5 Ways to Use Negative Targeting on the Display Network | White.net

5 Ways to Use Negative Targeting on the Display Network

By Tamsin Mehew / June 25, 2012

If you advertise on Search, you should already know how important it is to find negative keywords – they stop you wasting money by stopping your ads showing on irrelevant searches.

But if you’re on the Display Network, things are a bit trickier. You still want to avoid wasting money showing ads to people who aren’t interested (and you want to avoid unfortunate appearances), but negative keywords don’t work as well. For best results you’ll need to look at all of the negative targeting options.

    • Placements

These are websites you exclude. If a placement is a domain, that stops your ad from showing anywhere on that domain (or its subdomains). You can also specify subdomains or subfolders, or even individual pages.

Unfortunately there isn’t an ‘exact match’ for placements, so you can’t block a site’s homepage while still showing ads on deeper pages.

    • Topics

Topics let you exclude swathes of websites according to theme.
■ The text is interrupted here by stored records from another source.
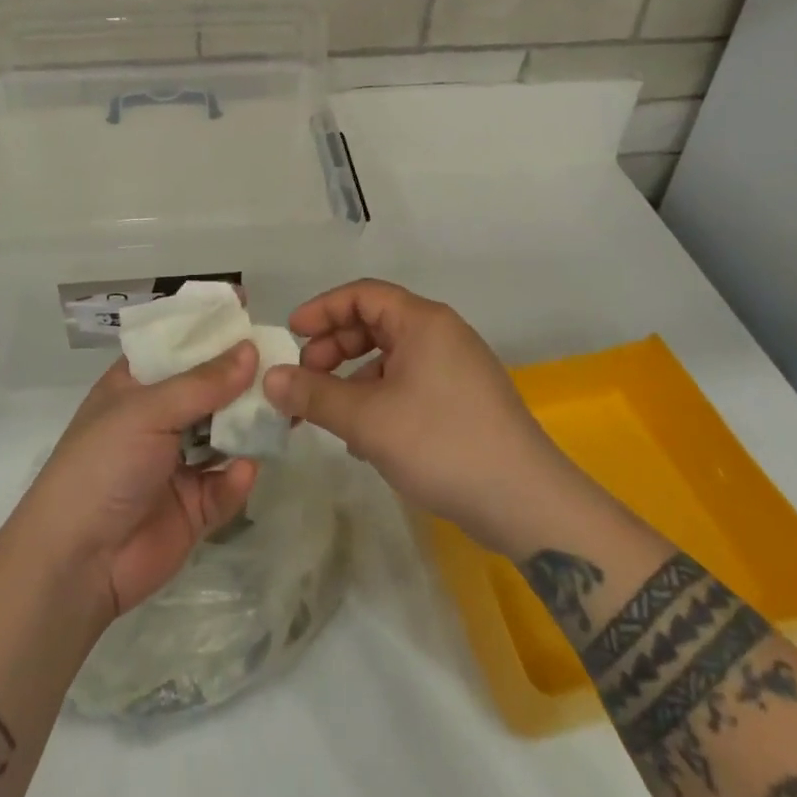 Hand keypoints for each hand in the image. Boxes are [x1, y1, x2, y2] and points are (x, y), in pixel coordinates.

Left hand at [16, 344, 260, 623]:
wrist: (76, 564)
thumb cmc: (101, 466)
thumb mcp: (147, 411)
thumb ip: (203, 383)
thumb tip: (251, 349)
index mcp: (137, 385)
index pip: (176, 342)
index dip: (206, 324)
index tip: (245, 303)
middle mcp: (160, 417)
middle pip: (210, 386)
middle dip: (243, 374)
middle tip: (284, 358)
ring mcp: (178, 462)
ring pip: (226, 432)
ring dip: (251, 422)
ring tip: (286, 408)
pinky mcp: (195, 506)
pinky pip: (226, 483)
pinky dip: (238, 477)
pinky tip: (244, 470)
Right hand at [264, 279, 581, 553]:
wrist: (527, 503)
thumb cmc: (443, 444)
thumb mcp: (368, 420)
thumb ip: (315, 395)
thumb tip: (269, 378)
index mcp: (423, 321)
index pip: (362, 294)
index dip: (322, 310)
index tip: (291, 335)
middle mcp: (441, 334)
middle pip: (375, 323)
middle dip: (334, 348)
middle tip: (304, 380)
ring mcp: (456, 367)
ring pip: (390, 358)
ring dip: (353, 379)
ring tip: (329, 416)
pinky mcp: (464, 400)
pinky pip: (409, 384)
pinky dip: (380, 399)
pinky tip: (365, 439) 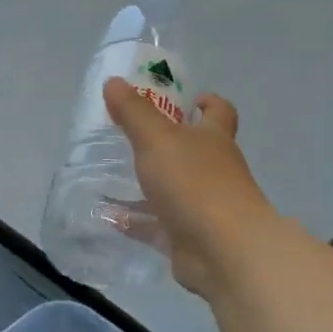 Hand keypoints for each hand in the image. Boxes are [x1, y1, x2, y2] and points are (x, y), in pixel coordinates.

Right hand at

Google’s categorisation isn’t perfect, but excluding a topic is more powerful than just excluding a keyword or individual site.

To get an idea of what websites are in a Topic, use the Placement Tool.

    • Categories

They aren’t available for positive targeting, but if you scroll down to the Exclusions section of the Display Network tab you’ll see ‘Categories’. If you want to stop your ads appearing on sexually suggestive content or pages about death and tragedy, go here. You can also see how you perform when your ads appear in videos, or on pages with videos, or in games. There are also particular types of website, like forums and parked domains.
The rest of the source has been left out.